*Record excerpts*.
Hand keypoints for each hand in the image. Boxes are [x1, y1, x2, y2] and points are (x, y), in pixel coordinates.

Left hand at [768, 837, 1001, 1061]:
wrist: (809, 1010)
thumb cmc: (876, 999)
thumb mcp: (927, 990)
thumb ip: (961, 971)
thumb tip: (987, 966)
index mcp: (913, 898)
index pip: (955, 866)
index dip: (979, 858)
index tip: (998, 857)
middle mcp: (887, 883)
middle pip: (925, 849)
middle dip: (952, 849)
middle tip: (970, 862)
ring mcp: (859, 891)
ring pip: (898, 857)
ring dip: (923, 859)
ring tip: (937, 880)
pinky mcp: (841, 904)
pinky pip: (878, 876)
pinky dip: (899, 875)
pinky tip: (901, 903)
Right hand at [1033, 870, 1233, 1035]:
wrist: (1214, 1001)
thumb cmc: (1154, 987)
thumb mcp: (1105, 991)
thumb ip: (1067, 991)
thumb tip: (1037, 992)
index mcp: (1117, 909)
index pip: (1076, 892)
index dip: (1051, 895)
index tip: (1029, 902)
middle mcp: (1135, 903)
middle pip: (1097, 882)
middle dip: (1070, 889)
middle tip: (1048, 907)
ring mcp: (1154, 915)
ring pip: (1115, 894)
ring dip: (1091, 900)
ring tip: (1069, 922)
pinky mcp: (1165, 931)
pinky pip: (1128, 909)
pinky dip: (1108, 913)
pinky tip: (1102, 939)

* * *

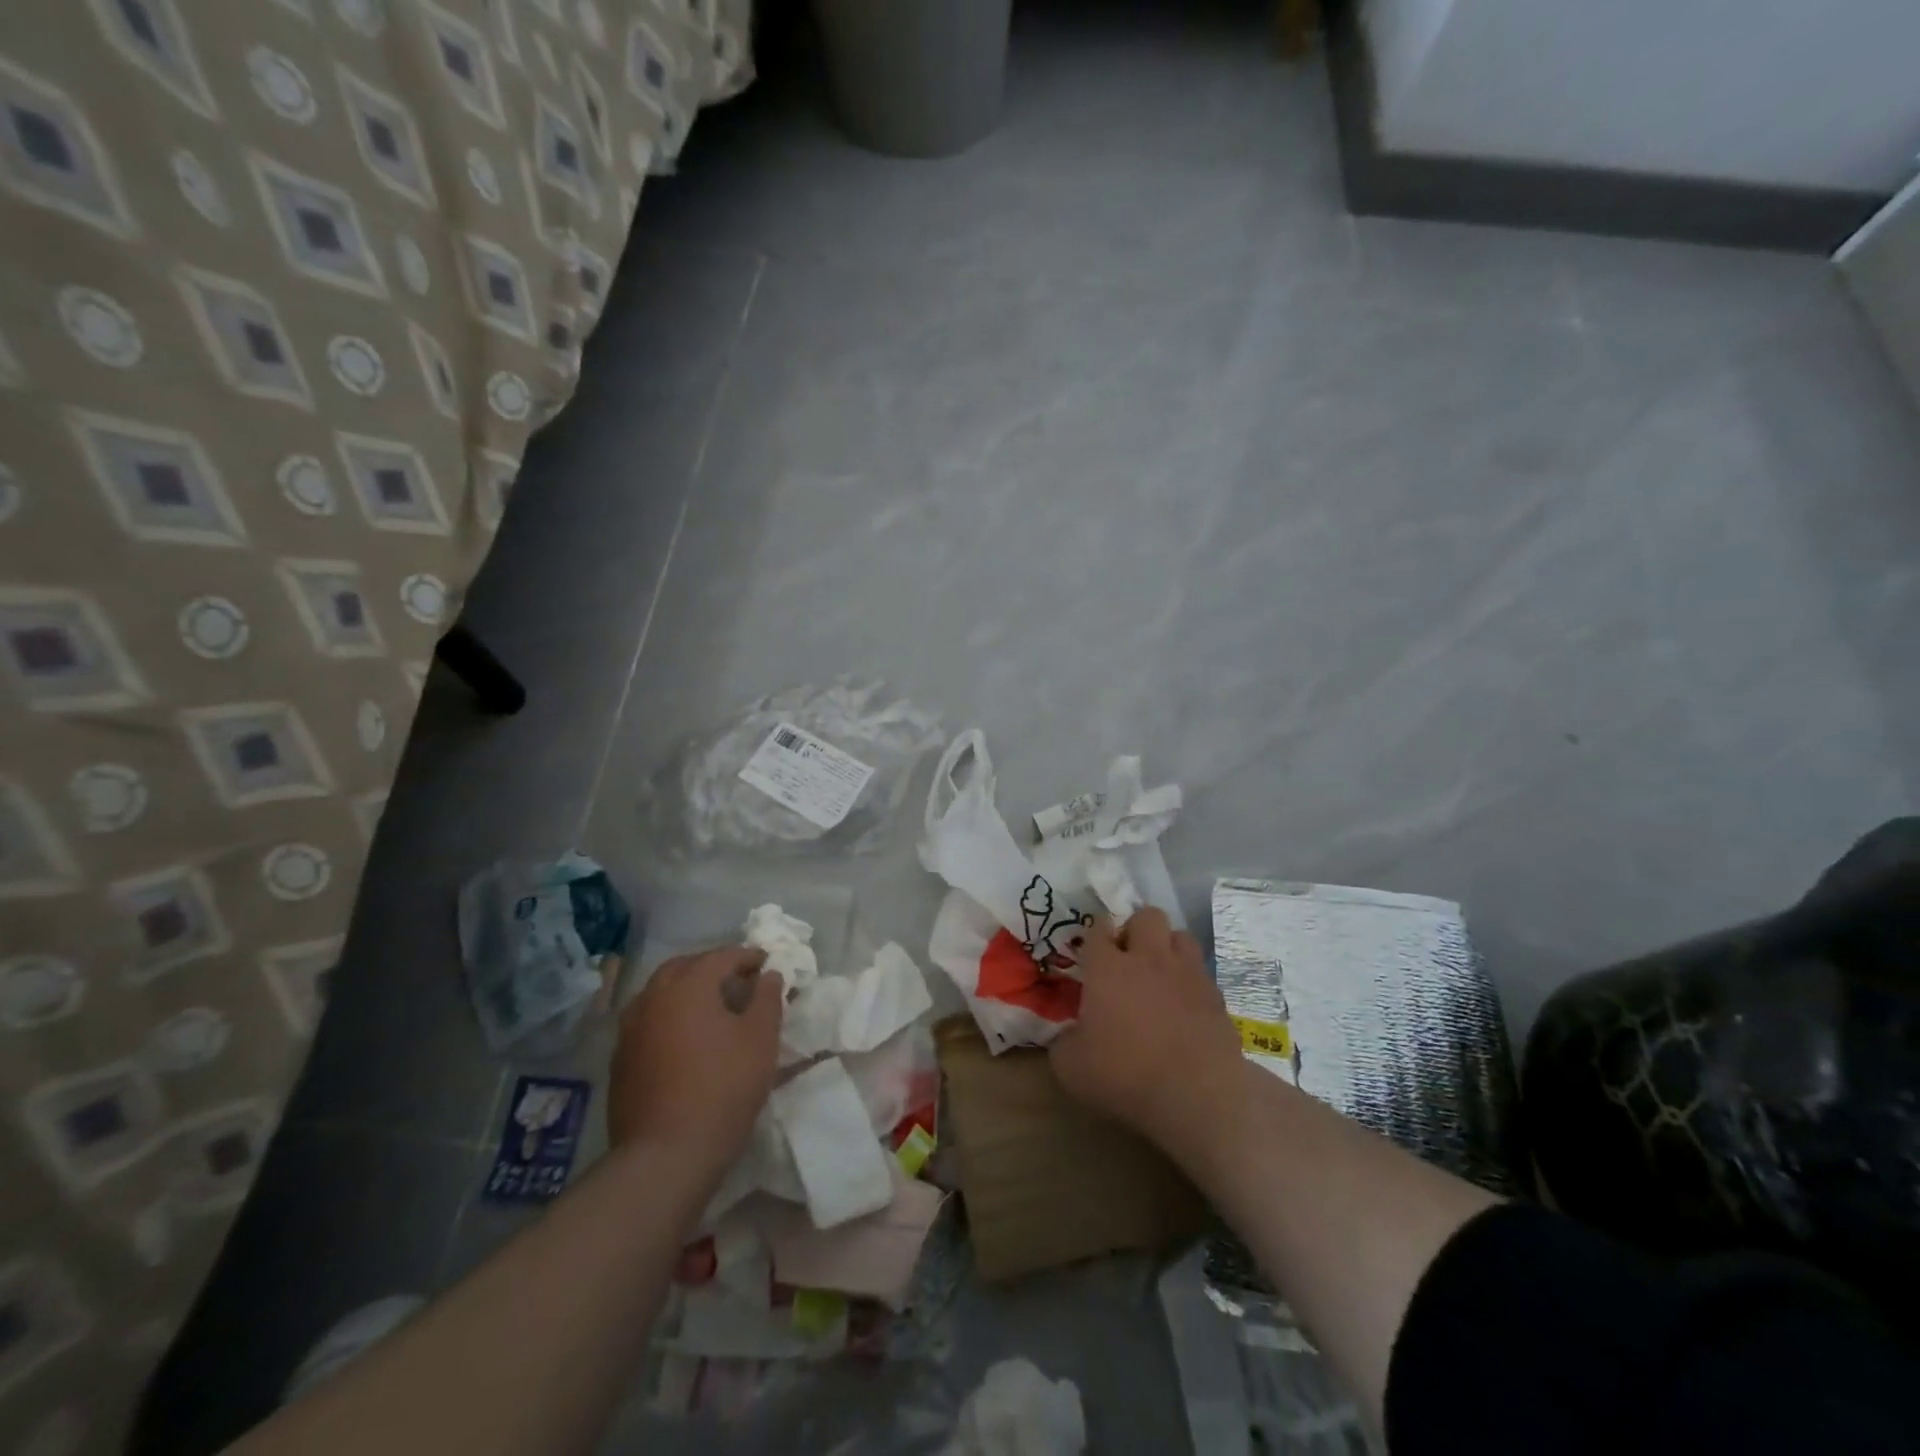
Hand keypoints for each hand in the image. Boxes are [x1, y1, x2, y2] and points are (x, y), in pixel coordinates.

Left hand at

==

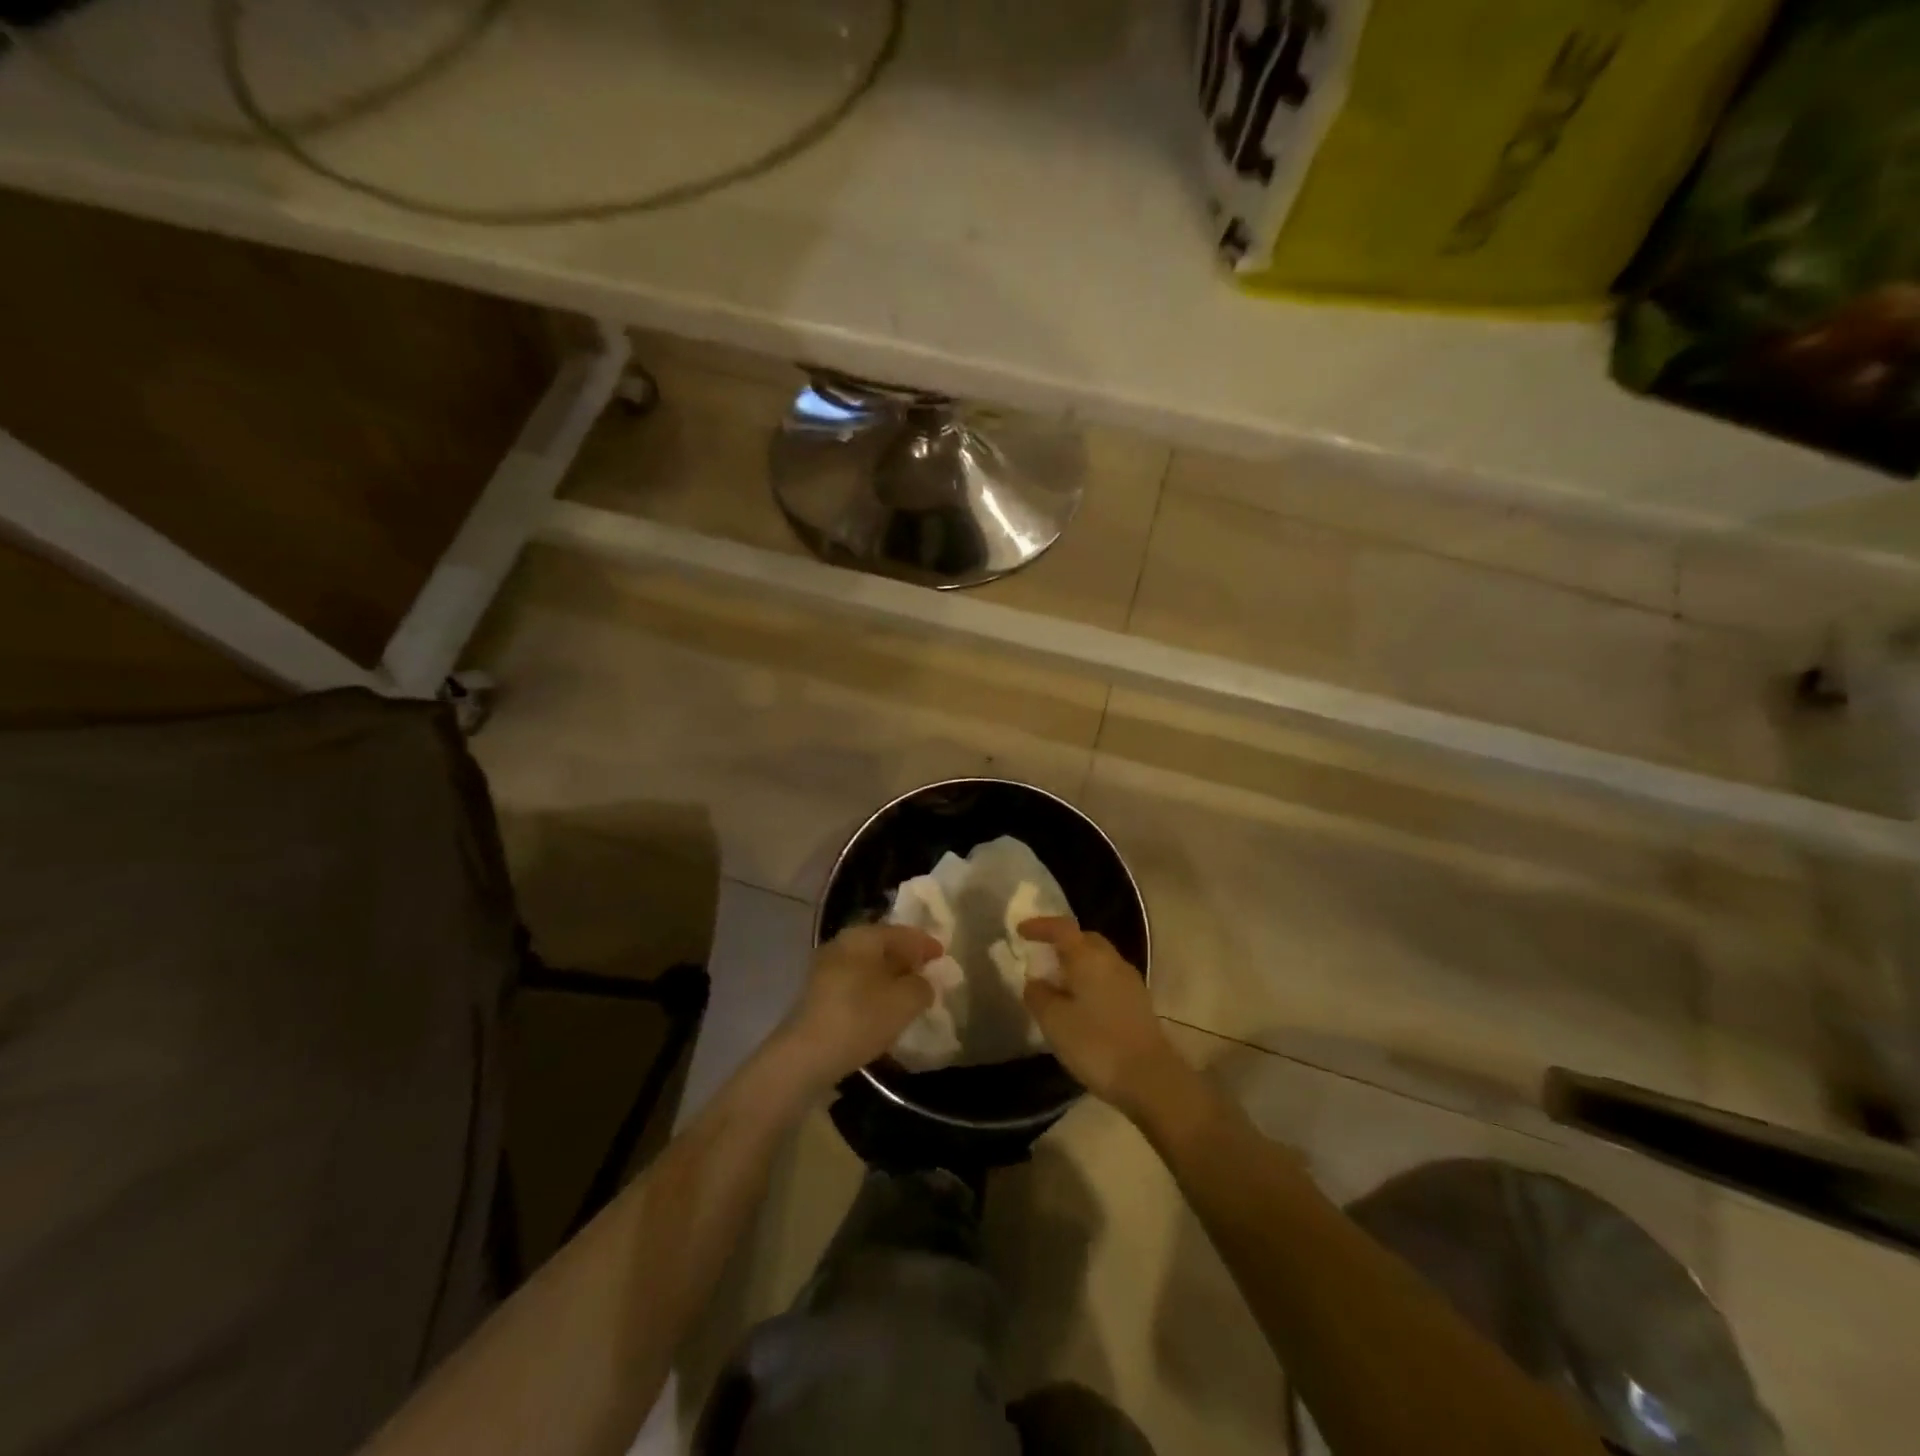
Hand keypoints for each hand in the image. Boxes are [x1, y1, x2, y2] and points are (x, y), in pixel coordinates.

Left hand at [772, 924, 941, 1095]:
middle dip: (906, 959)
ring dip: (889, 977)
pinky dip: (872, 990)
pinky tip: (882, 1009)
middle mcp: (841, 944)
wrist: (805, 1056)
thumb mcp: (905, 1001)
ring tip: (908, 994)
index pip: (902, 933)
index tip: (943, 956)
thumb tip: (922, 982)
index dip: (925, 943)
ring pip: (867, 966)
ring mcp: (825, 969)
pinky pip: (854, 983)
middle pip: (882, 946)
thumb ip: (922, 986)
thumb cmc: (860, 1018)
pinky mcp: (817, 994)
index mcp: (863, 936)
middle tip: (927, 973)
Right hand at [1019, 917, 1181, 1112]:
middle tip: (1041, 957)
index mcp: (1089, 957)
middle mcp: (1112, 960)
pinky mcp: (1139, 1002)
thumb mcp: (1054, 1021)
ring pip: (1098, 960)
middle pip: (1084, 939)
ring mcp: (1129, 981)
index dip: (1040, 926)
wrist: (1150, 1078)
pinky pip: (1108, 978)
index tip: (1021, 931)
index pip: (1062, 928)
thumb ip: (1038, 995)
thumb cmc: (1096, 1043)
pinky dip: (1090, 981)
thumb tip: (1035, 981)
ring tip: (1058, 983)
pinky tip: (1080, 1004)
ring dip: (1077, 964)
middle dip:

*Problem to solve*. Where the data above reaches the line holding "index dip: (1051, 895)", begin printing, and stop after the line holding "pinky tip: (1102, 939)". Each line must be reproduced exactly, with nothing else added.

*Exercise output*.
index dip: (1051, 895)
index tip: (1029, 902)
middle mcp: (1135, 903)
middle pip: (1097, 882)
middle dip: (1070, 889)
middle tip: (1048, 907)
ring mcp: (1154, 915)
ring pip: (1115, 894)
ring dip: (1091, 900)
ring tip: (1069, 922)
pinky mcp: (1165, 931)
pinky pip: (1128, 909)
pinky dip: (1108, 913)
pinky tip: (1102, 939)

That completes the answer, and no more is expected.